-- TASK INSTRUCTIONS --
Lines holding the word "item" in the following material must be counted; give only the resulting number.

-- EXCERPTED RECORDS --
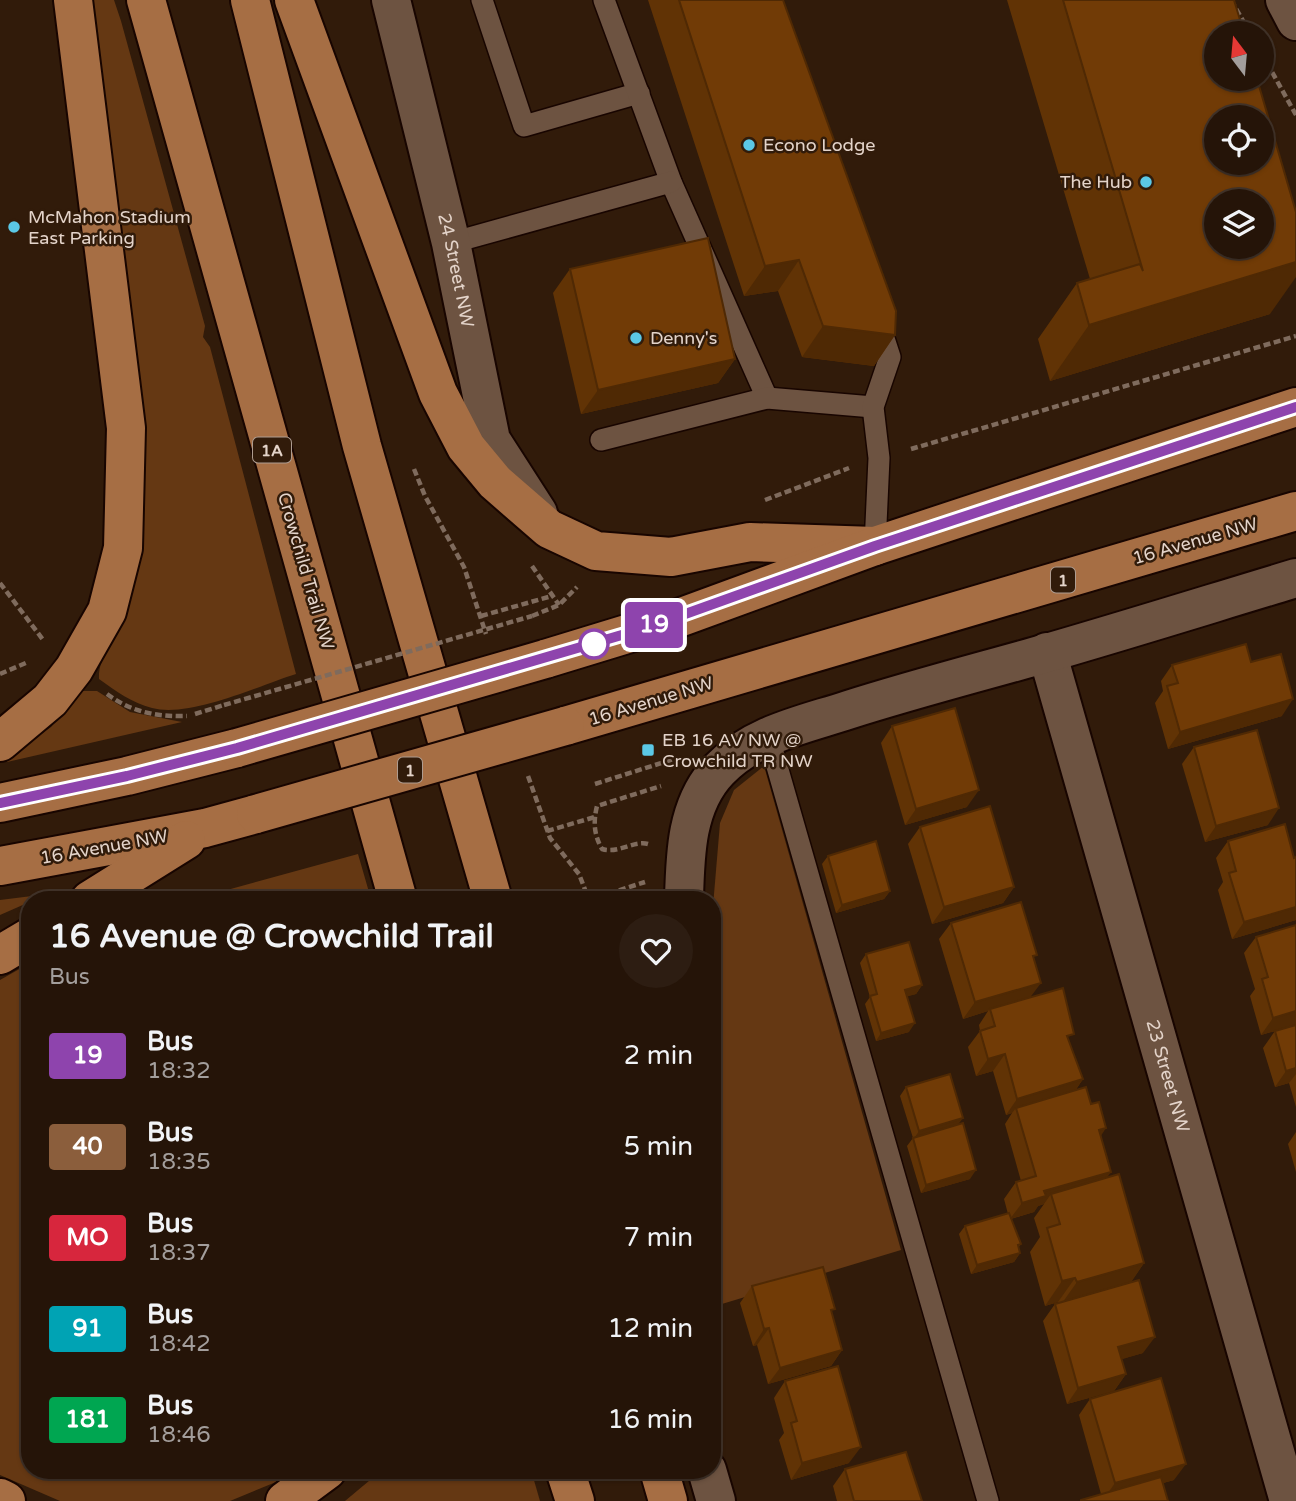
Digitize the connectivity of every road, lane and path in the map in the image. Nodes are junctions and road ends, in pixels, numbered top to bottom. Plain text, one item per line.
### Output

==

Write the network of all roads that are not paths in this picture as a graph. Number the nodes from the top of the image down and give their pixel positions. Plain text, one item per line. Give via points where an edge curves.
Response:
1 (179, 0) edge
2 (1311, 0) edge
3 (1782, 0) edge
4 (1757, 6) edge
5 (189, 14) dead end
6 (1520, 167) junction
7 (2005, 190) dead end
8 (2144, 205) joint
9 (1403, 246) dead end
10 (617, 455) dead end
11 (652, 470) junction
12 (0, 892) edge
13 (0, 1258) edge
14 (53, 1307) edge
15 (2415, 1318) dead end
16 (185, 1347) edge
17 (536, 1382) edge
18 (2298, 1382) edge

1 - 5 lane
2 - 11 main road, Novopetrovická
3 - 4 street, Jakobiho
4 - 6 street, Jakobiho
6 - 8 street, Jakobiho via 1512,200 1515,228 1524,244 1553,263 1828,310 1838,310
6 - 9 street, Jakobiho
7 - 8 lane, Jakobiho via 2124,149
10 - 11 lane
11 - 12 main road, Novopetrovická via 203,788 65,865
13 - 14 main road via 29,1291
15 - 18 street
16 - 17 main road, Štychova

-- THE ANSWER --
2